[Start of section]

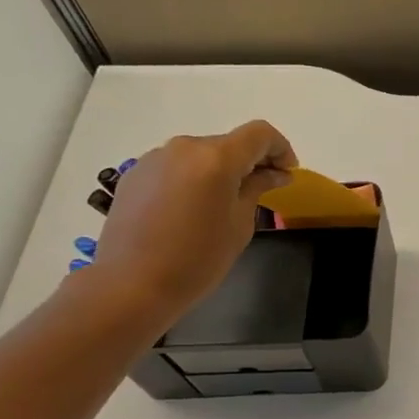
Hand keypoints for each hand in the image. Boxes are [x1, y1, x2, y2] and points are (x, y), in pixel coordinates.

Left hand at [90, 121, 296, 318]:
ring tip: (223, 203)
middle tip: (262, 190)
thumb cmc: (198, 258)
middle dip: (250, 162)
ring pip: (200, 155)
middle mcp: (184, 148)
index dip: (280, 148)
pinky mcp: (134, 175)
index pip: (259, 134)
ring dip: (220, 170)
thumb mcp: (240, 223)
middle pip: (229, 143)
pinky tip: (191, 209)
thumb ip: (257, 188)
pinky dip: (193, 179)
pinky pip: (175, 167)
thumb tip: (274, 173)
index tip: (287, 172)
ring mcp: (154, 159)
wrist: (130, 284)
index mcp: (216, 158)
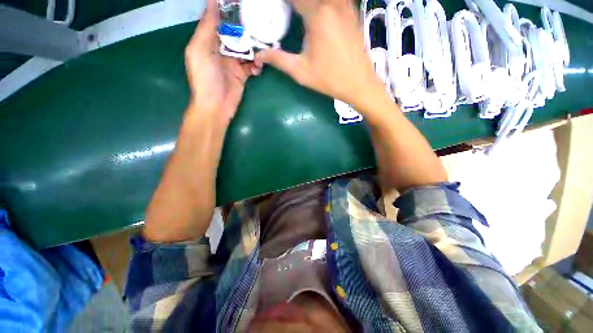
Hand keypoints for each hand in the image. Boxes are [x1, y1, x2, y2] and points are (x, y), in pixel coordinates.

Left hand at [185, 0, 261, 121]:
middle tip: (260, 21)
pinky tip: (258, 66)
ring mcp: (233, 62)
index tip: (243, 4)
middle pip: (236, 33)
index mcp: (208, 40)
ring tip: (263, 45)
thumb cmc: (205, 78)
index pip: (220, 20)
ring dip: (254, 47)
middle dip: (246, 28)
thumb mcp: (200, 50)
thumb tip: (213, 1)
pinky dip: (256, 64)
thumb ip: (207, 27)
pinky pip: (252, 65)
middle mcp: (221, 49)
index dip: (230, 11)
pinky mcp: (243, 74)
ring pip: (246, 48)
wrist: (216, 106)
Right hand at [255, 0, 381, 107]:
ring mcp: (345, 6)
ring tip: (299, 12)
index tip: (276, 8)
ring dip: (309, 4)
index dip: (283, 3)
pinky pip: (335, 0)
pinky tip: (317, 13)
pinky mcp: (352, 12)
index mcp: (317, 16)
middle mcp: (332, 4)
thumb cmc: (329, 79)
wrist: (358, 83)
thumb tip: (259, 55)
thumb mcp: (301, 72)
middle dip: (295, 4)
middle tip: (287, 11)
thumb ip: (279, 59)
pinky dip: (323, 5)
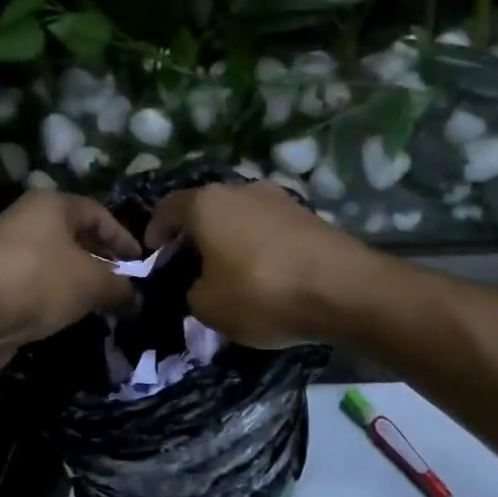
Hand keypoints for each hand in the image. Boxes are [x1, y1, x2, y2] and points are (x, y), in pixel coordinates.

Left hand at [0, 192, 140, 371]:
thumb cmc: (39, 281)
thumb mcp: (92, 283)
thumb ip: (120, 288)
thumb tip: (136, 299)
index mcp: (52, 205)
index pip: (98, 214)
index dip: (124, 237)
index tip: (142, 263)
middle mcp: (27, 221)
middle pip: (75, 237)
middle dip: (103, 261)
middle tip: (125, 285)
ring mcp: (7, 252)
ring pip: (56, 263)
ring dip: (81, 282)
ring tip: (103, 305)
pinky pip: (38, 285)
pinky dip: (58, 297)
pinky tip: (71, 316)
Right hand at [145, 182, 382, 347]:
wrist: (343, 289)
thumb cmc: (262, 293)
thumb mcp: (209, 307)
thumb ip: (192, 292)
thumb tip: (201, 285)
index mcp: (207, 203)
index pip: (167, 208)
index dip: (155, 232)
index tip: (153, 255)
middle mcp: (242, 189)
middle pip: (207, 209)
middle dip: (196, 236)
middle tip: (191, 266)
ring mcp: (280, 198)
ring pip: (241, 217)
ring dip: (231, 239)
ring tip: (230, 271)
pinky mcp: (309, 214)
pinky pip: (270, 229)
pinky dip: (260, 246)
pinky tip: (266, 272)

[End of section]

Return the line that contains "thumb cmc: (262, 293)" along with every line after it through the end of the entries, exactly, adding nothing.

▸ **TASK OUTPUT**:
thumb cmc: (262, 293)
thumb mcp: (209, 307)
thumb ip: (192, 292)
thumb tip: (201, 285)
index mcp: (207, 203)
index pip: (167, 208)
index dip: (155, 232)
index tip: (153, 255)
middle mcp: (242, 189)
middle pip: (207, 209)
middle dip: (196, 236)
middle tip: (191, 266)
ring mcp: (280, 198)
ring pip: (241, 217)
ring dip: (231, 239)
ring tip: (230, 271)
pinky mcp: (309, 214)
pinky pip: (270, 229)
pinky dip: (260, 246)
pinky tip: (266, 272)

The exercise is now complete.